--- Given data ---

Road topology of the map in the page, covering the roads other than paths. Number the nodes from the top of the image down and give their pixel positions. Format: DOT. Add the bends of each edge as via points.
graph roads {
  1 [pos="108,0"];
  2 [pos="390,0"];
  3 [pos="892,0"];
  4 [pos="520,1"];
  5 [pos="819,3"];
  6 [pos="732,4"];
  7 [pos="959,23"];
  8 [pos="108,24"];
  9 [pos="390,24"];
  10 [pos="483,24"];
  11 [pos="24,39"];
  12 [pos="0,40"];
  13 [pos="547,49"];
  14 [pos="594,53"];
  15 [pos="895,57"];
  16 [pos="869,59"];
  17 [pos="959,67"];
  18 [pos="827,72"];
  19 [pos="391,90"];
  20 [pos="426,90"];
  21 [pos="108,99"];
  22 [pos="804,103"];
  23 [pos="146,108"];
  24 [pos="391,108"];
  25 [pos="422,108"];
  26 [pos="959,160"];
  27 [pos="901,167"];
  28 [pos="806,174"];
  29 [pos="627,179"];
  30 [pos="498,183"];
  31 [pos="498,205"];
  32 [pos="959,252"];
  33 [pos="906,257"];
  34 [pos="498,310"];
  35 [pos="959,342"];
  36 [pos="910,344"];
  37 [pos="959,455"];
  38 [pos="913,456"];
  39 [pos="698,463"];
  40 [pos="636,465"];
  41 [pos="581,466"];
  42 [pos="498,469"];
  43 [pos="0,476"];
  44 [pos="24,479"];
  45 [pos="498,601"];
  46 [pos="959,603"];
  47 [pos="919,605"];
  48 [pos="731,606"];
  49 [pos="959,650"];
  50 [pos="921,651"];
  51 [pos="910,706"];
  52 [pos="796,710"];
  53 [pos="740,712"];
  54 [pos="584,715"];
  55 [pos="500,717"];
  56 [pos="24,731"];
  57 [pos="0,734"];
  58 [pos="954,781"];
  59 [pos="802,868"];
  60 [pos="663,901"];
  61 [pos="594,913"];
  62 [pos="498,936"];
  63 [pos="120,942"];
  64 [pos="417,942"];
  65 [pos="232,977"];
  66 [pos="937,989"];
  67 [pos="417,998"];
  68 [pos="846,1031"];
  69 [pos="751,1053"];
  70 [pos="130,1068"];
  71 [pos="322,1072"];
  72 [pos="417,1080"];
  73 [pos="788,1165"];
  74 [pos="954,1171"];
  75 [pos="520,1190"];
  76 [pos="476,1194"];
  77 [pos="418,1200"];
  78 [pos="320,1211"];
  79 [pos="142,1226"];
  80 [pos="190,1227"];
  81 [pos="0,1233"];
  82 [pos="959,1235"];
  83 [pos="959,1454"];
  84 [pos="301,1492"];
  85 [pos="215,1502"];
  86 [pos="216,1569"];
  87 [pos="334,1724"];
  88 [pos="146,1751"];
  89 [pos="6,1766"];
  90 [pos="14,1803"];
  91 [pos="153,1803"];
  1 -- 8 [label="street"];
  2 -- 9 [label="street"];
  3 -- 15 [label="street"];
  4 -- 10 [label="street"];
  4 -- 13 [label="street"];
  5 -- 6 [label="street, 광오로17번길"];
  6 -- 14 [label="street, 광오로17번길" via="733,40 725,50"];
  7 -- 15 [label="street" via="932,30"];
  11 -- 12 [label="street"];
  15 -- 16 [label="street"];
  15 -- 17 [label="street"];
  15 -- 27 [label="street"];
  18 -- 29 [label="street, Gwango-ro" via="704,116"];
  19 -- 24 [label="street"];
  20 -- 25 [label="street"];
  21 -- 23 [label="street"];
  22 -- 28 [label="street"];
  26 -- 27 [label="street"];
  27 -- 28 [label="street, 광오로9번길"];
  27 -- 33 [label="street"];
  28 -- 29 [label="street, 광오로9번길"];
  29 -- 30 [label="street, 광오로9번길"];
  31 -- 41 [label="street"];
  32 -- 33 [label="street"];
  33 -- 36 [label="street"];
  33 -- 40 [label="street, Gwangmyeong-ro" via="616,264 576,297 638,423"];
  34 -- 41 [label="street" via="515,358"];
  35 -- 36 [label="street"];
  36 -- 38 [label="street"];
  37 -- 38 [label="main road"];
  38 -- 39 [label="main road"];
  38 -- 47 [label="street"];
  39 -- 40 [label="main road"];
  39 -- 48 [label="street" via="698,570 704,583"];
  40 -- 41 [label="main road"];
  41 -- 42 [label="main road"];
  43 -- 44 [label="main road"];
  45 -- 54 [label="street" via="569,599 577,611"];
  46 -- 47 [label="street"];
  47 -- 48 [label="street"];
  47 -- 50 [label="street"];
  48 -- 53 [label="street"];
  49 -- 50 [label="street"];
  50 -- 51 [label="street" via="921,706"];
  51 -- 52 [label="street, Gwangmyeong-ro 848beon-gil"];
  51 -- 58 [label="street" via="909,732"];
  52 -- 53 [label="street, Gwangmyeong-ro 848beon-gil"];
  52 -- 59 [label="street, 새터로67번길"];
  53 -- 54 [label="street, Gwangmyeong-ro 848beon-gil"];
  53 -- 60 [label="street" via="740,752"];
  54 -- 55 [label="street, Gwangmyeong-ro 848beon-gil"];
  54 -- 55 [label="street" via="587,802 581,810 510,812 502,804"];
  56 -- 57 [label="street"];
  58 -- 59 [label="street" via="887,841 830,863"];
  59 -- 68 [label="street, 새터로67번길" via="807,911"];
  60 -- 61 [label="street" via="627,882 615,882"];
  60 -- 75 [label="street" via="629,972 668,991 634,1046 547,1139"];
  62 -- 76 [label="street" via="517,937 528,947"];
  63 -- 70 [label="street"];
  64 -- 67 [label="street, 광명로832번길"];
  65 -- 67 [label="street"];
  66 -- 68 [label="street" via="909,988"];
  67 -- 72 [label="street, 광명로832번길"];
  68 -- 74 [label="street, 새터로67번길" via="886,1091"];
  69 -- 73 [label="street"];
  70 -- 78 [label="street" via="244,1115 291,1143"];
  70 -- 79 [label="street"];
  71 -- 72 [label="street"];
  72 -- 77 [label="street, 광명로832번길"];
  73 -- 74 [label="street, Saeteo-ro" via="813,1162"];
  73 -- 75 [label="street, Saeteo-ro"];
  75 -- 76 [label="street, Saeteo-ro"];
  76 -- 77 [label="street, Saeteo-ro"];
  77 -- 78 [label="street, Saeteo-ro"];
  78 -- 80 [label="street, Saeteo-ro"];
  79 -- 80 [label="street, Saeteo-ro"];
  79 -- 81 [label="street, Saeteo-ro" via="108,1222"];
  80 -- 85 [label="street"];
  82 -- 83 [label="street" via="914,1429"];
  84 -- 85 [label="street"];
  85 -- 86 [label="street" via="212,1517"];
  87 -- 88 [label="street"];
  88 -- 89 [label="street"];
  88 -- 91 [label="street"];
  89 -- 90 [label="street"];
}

---

▸ Exercise goal
Repeat the records above exactly, leaving none out.

▸ Exercise answer
Road topology of the map in the page, covering the roads other than paths. Number the nodes from the top of the image down and give their pixel positions. Format: DOT. Add the bends of each edge as via points.
graph roads {
  1 [pos="108,0"];
  2 [pos="390,0"];
  3 [pos="892,0"];
  4 [pos="520,1"];
  5 [pos="819,3"];
  6 [pos="732,4"];
  7 [pos="959,23"];
  8 [pos="108,24"];
  9 [pos="390,24"];
  10 [pos="483,24"];
  11 [pos="24,39"];
  12 [pos="0,40"];
  13 [pos="547,49"];
  14 [pos="594,53"];
  15 [pos="895,57"];
  16 [pos="869,59"];
  17 [pos="959,67"];
  18 [pos="827,72"];
  19 [pos="391,90"];
  20 [pos="426,90"];
  21 [pos="108,99"];
  22 [pos="804,103"];
  23 [pos="146,108"];
  24 [pos="391,108"];
  25 [pos="422,108"];
  26 [pos="959,160"];
  27 [pos="901,167"];
  28 [pos="806,174"];
  29 [pos="627,179"];
  30 [pos="498,183"];
  31 [pos="498,205"];
  32 [pos="959,252"];
  33 [pos="906,257"];
  34 [pos="498,310"];
  35 [pos="959,342"];
  36 [pos="910,344"];
  37 [pos="959,455"];
  38 [pos="913,456"];
  39 [pos="698,463"];
  40 [pos="636,465"];
  41 [pos="581,466"];
  42 [pos="498,469"];
  43 [pos="0,476"];
  44 [pos="24,479"];
  45 [pos="498,601"];
  46 [pos="959,603"];
  47 [pos="919,605"];
  48 [pos="731,606"];
  49 [pos="959,650"];
  50 [pos="921,651"];
  51 [pos="910,706"];
  52 [pos="796,710"];
  53 [pos="740,712"];
  54 [pos="584,715"];
  55 [pos="500,717"];
  56 [pos="24,731"];
  57 [pos="0,734"];
  58 [pos="954,781"];
  59 [pos="802,868"];
  60 [pos="663,901"];
  61 [pos="594,913"];
  62 [pos="498,936"];
  63 [pos="120,942"];
  64 [pos="417,942"];
  65 [pos="232,977"];
  66 [pos="937,989"];
  67 [pos="417,998"];
  68 [pos="846,1031"];
  69 [pos="751,1053"];
  70 [pos="130,1068"];
  71 [pos="322,1072"];
  72 [pos="417,1080"];
  73 [pos="788,1165"];
  74 [pos="954,1171"];
  75 [pos="520,1190"];
  76 [pos="476,1194"];
  77 [pos="418,1200"];
  78 [pos="320,1211"];
  79 [pos="142,1226"];
  80 [pos="190,1227"];
  81 [pos="0,1233"];
  82 [pos="959,1235"];
  83 [pos="959,1454"];
  84 [pos="301,1492"];
  85 [pos="215,1502"];
  86 [pos="216,1569"];
  87 [pos="334,1724"];
  88 [pos="146,1751"];
  89 [pos="6,1766"];
  90 [pos="14,1803"];
  91 [pos="153,1803"];
  1 -- 8 [label="street"];
  2 -- 9 [label="street"];
  3 -- 15 [label="street"];
  4 -- 10 [label="street"];
  4 -- 13 [label="street"];
  5 -- 6 [label="street, 광오로17번길"];
  6 -- 14 [label="street, 광오로17번길" via="733,40 725,50"];
  7 -- 15 [label="street" via="932,30"];
  11 -- 12 [label="street"];
  15 -- 16 [label="street"];
  15 -- 17 [label="street"];
  15 -- 27 [label="street"];
  18 -- 29 [label="street, Gwango-ro" via="704,116"];
  19 -- 24 [label="street"];
  20 -- 25 [label="street"];
  21 -- 23 [label="street"];
  22 -- 28 [label="street"];
  26 -- 27 [label="street"];
  27 -- 28 [label="street, 광오로9번길"];
  27 -- 33 [label="street"];
  28 -- 29 [label="street, 광오로9번길"];
  29 -- 30 [label="street, 광오로9번길"];
  31 -- 41 [label="street"];
  32 -- 33 [label="street"];
  33 -- 36 [label="street"];
  33 -- 40 [label="street, Gwangmyeong-ro" via="616,264 576,297 638,423"];
  34 -- 41 [label="street" via="515,358"];
  35 -- 36 [label="street"];
  36 -- 38 [label="street"];
  37 -- 38 [label="main road"];
  38 -- 39 [label="main road"];
  38 -- 47 [label="street"];
  39 -- 40 [label="main road"];
  39 -- 48 [label="street" via="698,570 704,583"];
  40 -- 41 [label="main road"];
  41 -- 42 [label="main road"];
  43 -- 44 [label="main road"];
  45 -- 54 [label="street" via="569,599 577,611"];
  46 -- 47 [label="street"];
  47 -- 48 [label="street"];
  47 -- 50 [label="street"];
  48 -- 53 [label="street"];
  49 -- 50 [label="street"];
  50 -- 51 [label="street" via="921,706"];
  51 -- 52 [label="street, Gwangmyeong-ro 848beon-gil"];
  51 -- 58 [label="street" via="909,732"];
  52 -- 53 [label="street, Gwangmyeong-ro 848beon-gil"];
  52 -- 59 [label="street, 새터로67번길"];
  53 -- 54 [label="street, Gwangmyeong-ro 848beon-gil"];
  53 -- 60 [label="street" via="740,752"];
  54 -- 55 [label="street, Gwangmyeong-ro 848beon-gil"];
  54 -- 55 [label="street" via="587,802 581,810 510,812 502,804"];
  56 -- 57 [label="street"];
  58 -- 59 [label="street" via="887,841 830,863"];
  59 -- 68 [label="street, 새터로67번길" via="807,911"];
  60 -- 61 [label="street" via="627,882 615,882"];
  60 -- 75 [label="street" via="629,972 668,991 634,1046 547,1139"];
  62 -- 76 [label="street" via="517,937 528,947"];
  63 -- 70 [label="street"];
  64 -- 67 [label="street, 광명로832번길"];
  65 -- 67 [label="street"];
  66 -- 68 [label="street" via="909,988"];
  67 -- 72 [label="street, 광명로832번길"];
  68 -- 74 [label="street, 새터로67번길" via="886,1091"];
  69 -- 73 [label="street"];
  70 -- 78 [label="street" via="244,1115 291,1143"];
  70 -- 79 [label="street"];
  71 -- 72 [label="street"];
  72 -- 77 [label="street, 광명로832번길"];
  73 -- 74 [label="street, Saeteo-ro" via="813,1162"];
  73 -- 75 [label="street, Saeteo-ro"];
  75 -- 76 [label="street, Saeteo-ro"];
  76 -- 77 [label="street, Saeteo-ro"];
  77 -- 78 [label="street, Saeteo-ro"];
  78 -- 80 [label="street, Saeteo-ro"];
  79 -- 80 [label="street, Saeteo-ro"];
  79 -- 81 [label="street, Saeteo-ro" via="108,1222"];
  80 -- 85 [label="street"];
  82 -- 83 [label="street" via="914,1429"];
  84 -- 85 [label="street"];
  85 -- 86 [label="street" via="212,1517"];
  87 -- 88 [label="street"];
  88 -- 89 [label="street"];
  88 -- 91 [label="street"];
  89 -- 90 [label="street"];
}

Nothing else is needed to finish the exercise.